To conclude the book, the author notes: “Even as the world has come into Arabia and changed it, and has been changed by it, some things are eternal. Aside from the unchanging vastness of the desert and the searing sky above, the other constant in the modern Saudi landscape is the enduring faith of Islam, and its architectural expression, the mosque. But the stereotype of an Arabia forever isolated and apart is obviously untrue. While the intervals of exchange may have been broken by long periods of separation, the legacy of the connections is just as strong as the results of the isolation…Might Arabia have looked different today, had the second golden age happened here in the Kingdom, and not in faraway places like Baghdad, Cordoba, Delhi, and Samarkand? Almost certainly it would have. But once again, landscape, climate, and trade patterns meant that, except in the religious sphere, the greatest flowering of Arab Muslim civilization happened outside the peninsula. The irony of the second Arab golden age was that it had more impact on the outside world than on Arabia itself.”

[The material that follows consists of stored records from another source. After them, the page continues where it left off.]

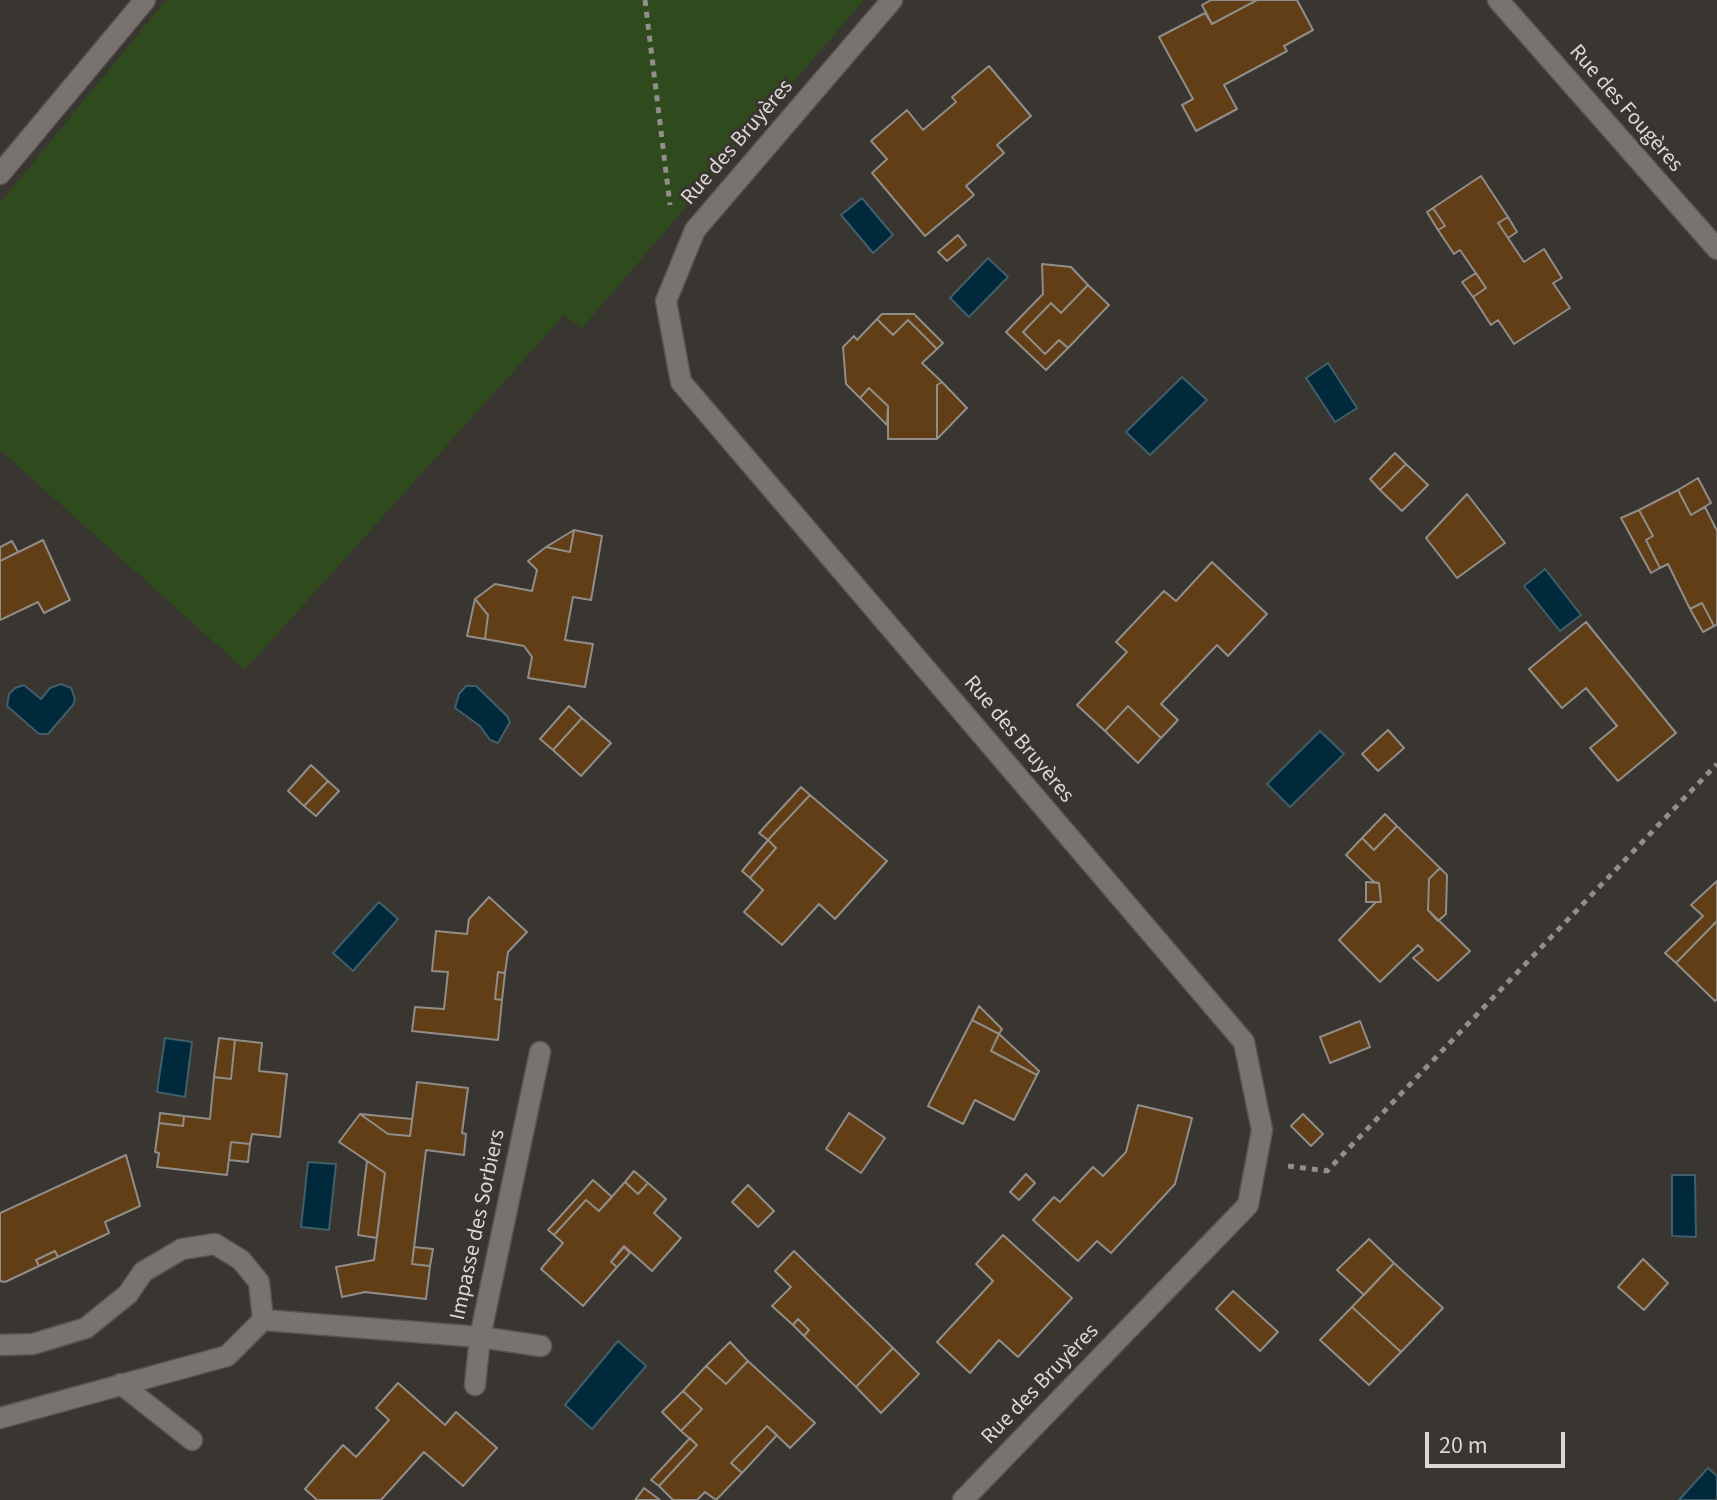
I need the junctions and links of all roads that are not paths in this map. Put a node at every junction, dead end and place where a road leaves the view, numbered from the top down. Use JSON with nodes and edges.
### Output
{"nodes":[{"id":1,"x":145,"y":0,"type":"edge"},
{"id":2,"x":892,"y":0,"type":"edge"},
{"id":3,"x":1498,"y":0,"type":"edge"},
{"id":4,"x":0,"y":174,"type":"edge"},
{"id":5,"x":1717,"y":249,"type":"edge"},
{"id":6,"x":540,"y":1052,"type":"dead end"},
{"id":7,"x":263,"y":1320,"type":"junction"},
{"id":8,"x":480,"y":1337,"type":"junction"},
{"id":9,"x":0,"y":1345,"type":"edge"},
{"id":10,"x":541,"y":1346,"type":"dead end"},
{"id":11,"x":121,"y":1384,"type":"junction"},
{"id":12,"x":475,"y":1385,"type":"dead end"},
{"id":13,"x":0,"y":1418,"type":"edge"},
{"id":14,"x":192,"y":1440,"type":"dead end"},
{"id":15,"x":963,"y":1500,"type":"edge"}],
"edges":[{"from":1,"to":4,"type":"street"},
{"from":2,"to":15,"type":"street","name":"Rue des Bruyères"},
{"from":3,"to":5,"type":"street","name":"Rue des Fougères"},
{"from":6,"to":8,"type":"street","name":"Impasse des Sorbiers"},
{"from":7,"to":8,"type":"street","name":"Impasse des Sorbiers"},
{"from":7,"to":9,"type":"street"},
{"from":7,"to":11,"type":"street"},
{"from":8,"to":10,"type":"street"},
{"from":8,"to":12,"type":"street"},
{"from":11,"to":13,"type":"street"},
{"from":11,"to":14,"type":"street"}]}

In Arabia — The Search of The Golden Ages Michael Hamilton Morgan introduces readers to the dynamics of contemporary Saudi Arabia and its past — rich in culture and scientific achievements —viz a viz medicine mathematics, human anatomy, optics, chemistry, architecture and other domains. The book contains exquisite photos of people, mosques, terrain, desert and important landmarks of the cities of Mecca, Madinah, Jeddah, Riyadh, and Dhahran. It is a must read for all general readers and students of anthropology, religion, and history of science and technology.